HARARE – High Court judge, David Mangota, yesterday reserved judgment in a matter in which vendors are seeking to bar the Harare City Council from demolishing their stalls and seizing their wares in the Central Business District.
The vendors’ lawyer Tonderai Bhatasara confirmed the ruling, delivered in Justice Mangota’s chambers.
Through the Vendors Initiative for Social & Economic Transformation (Viset), the hawkers filed an urgent chamber application last week, challenging the ban on their trade in the city centre.
Mangota last week granted an interim relief order, which interdicted the police from continuing with the demolition of vending stalls, pending the outcome of the case.
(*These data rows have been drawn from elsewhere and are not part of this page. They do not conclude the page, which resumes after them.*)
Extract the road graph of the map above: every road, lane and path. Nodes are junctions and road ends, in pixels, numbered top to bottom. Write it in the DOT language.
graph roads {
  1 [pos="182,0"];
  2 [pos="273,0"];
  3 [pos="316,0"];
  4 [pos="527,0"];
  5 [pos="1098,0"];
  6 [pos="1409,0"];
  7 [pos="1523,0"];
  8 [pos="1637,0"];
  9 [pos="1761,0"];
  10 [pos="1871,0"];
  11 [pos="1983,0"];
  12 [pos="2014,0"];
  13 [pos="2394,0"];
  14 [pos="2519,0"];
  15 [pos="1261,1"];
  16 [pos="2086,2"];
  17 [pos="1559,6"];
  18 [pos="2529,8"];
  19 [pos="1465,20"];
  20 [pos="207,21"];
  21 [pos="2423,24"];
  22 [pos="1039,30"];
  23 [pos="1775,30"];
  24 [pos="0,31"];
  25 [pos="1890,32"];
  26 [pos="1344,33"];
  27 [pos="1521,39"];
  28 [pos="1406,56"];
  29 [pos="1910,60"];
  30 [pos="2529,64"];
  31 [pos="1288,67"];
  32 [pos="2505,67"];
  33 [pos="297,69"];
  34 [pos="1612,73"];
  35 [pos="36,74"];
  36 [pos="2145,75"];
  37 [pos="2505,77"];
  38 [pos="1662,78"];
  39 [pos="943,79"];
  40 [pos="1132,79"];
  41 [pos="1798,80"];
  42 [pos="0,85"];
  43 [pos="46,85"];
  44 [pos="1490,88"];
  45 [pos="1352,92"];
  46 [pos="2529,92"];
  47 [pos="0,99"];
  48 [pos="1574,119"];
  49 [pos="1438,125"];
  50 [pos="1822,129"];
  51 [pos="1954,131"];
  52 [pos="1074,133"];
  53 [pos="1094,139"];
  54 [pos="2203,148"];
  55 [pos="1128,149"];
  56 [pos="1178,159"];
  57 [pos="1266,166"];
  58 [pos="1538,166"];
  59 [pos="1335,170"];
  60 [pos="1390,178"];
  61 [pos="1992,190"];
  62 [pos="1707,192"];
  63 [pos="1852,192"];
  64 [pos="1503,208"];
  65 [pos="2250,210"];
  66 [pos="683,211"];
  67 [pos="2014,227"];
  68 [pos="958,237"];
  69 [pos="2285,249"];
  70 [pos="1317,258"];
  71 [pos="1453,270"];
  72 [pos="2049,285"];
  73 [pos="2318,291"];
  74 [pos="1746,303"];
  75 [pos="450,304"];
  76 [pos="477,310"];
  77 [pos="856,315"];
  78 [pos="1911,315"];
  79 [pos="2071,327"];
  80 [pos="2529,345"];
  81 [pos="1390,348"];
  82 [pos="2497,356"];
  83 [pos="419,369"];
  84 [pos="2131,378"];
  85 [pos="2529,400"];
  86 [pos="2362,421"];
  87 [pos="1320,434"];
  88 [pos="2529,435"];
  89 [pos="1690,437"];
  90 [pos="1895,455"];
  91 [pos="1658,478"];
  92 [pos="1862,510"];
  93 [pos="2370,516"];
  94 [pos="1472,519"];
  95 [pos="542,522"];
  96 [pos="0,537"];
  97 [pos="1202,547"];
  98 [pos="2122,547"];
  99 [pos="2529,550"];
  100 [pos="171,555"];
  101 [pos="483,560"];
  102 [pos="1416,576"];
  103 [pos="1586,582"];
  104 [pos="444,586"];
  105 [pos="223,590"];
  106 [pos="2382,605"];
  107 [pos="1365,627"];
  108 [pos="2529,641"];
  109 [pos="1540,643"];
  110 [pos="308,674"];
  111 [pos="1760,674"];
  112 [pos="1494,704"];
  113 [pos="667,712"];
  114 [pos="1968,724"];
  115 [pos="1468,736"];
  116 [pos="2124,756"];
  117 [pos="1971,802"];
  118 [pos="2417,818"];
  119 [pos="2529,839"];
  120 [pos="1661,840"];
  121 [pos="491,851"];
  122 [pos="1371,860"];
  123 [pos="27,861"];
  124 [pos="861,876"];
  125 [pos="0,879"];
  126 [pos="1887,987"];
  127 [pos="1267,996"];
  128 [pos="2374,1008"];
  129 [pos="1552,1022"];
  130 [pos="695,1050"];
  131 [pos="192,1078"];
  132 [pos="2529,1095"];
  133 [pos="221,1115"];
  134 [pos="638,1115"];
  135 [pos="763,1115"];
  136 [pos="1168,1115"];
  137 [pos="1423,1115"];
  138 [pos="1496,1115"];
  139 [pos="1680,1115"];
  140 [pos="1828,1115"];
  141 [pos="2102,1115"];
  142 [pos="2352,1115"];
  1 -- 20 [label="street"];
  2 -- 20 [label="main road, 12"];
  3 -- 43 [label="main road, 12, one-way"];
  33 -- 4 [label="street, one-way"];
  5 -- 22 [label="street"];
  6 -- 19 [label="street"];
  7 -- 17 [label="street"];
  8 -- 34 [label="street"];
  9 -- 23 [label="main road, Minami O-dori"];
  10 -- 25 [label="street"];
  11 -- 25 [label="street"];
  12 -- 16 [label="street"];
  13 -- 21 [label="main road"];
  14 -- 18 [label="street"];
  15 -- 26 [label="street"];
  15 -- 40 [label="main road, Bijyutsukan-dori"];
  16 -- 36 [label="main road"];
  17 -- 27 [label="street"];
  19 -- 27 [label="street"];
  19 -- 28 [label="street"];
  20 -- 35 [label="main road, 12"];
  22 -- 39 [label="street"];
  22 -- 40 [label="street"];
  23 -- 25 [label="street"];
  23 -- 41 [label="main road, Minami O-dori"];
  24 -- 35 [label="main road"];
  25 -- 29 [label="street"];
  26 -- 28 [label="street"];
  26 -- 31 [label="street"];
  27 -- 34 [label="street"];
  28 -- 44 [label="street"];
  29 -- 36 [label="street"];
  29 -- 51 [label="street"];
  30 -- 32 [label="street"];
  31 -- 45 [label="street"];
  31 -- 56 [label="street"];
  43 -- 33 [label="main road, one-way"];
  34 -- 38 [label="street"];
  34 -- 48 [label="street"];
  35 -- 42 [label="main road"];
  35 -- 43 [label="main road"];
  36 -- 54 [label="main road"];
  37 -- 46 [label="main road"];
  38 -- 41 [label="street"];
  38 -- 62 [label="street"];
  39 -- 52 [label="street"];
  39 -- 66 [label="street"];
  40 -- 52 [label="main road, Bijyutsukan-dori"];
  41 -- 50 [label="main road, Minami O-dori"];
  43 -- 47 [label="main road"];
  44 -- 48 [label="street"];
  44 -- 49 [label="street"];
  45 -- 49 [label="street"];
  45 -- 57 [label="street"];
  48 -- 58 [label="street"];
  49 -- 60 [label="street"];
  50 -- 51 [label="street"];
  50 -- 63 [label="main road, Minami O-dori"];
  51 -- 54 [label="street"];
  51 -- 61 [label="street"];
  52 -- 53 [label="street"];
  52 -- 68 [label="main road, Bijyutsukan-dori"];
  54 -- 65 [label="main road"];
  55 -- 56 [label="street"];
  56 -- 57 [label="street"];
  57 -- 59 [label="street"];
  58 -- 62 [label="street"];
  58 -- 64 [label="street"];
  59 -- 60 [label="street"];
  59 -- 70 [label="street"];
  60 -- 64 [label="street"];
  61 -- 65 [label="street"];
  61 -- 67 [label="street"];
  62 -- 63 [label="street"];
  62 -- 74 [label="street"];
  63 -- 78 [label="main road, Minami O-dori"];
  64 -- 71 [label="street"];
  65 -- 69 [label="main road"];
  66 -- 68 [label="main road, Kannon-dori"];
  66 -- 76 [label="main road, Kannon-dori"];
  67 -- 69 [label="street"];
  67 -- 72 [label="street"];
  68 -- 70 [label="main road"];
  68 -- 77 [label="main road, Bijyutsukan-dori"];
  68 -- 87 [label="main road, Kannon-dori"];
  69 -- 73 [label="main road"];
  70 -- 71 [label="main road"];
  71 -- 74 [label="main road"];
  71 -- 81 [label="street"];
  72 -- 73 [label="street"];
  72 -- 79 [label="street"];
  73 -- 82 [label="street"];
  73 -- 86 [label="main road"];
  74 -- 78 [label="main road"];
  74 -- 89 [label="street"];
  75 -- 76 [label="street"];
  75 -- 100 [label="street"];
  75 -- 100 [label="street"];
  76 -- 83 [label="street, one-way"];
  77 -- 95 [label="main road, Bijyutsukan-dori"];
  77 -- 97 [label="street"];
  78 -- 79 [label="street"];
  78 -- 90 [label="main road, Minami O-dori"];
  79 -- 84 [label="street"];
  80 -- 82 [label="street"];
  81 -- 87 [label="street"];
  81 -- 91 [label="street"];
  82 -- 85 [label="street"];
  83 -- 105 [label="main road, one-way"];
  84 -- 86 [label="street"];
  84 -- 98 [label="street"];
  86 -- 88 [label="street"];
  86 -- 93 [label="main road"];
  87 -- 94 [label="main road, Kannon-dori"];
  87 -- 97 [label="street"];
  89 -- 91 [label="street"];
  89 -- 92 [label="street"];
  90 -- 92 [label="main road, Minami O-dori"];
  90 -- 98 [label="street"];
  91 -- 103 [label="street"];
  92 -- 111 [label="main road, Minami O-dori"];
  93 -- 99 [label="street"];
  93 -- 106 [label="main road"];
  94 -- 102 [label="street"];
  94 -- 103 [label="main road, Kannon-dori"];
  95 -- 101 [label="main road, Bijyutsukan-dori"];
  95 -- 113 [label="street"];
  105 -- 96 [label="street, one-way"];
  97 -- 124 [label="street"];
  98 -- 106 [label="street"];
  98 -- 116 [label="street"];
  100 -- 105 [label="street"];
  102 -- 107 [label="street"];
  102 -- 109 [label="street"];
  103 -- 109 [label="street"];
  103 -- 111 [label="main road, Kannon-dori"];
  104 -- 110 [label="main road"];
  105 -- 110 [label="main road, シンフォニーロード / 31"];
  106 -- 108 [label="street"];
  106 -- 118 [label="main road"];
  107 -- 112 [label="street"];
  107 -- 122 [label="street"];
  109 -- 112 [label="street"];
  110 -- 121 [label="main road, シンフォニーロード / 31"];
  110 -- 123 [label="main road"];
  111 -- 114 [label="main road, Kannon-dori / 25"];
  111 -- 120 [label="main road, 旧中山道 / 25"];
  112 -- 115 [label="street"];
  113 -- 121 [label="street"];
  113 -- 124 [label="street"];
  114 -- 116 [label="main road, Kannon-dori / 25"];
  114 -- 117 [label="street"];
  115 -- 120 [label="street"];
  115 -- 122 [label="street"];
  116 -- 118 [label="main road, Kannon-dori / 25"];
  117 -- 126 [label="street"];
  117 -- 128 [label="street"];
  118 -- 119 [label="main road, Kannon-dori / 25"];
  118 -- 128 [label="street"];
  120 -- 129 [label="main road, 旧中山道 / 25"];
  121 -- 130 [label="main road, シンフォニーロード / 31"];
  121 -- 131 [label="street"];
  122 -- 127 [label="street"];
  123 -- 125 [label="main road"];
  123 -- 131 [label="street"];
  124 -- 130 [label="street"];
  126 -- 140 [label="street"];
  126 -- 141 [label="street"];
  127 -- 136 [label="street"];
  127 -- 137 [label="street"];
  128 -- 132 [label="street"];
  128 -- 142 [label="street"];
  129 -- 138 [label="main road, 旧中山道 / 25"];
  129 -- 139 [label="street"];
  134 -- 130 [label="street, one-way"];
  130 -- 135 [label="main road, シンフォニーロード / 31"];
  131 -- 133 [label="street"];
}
Bhatasara told the Daily News yesterday that the same order still subsisted until the final order has been handed down.
In the court papers, Viset, which is the applicant, together with Olivia Nhau, cited the City of Harare, Local Government minister Saviour Kasukuwere and police commissioner general Augustine Chihuri as respondents.
The litigation came after an inter-ministerial taskforce led by the Health ministry banned vending of all uncooked and cooked foods following a typhoid outbreak that has killed two people in Harare.
Viset was seeking an order to stop arbitrary demolitions of vending stalls and confiscation of their wares as well as assault of vendors who will be resisting the clampdown on vending.
Bhatasara argued the ban violated many provisions of the Constitution such as Section 74 which stipulates that no one can be evicted from his/her property without a court order.
According to Bhatasara the manner in which the evictions were being carried out was inhuman and degrading as it is often violent.
Bhatasara said the Harare City Council has even involved the riot police who often carry out their duties in a callous and chaotic manner.
The advocate added that while typhoid is a disease that thrives in unhygienic environments, councillors are turning a blind eye on the mounds of uncollected garbage in the city.
Bhatasara highlighted that without proper functioning public toilets and adequate water supplies, people are forced to relieve themselves in alleys and behind garbage piles.
“The city fathers are to blame for the typhoid outbreak and not vendors,” he argued.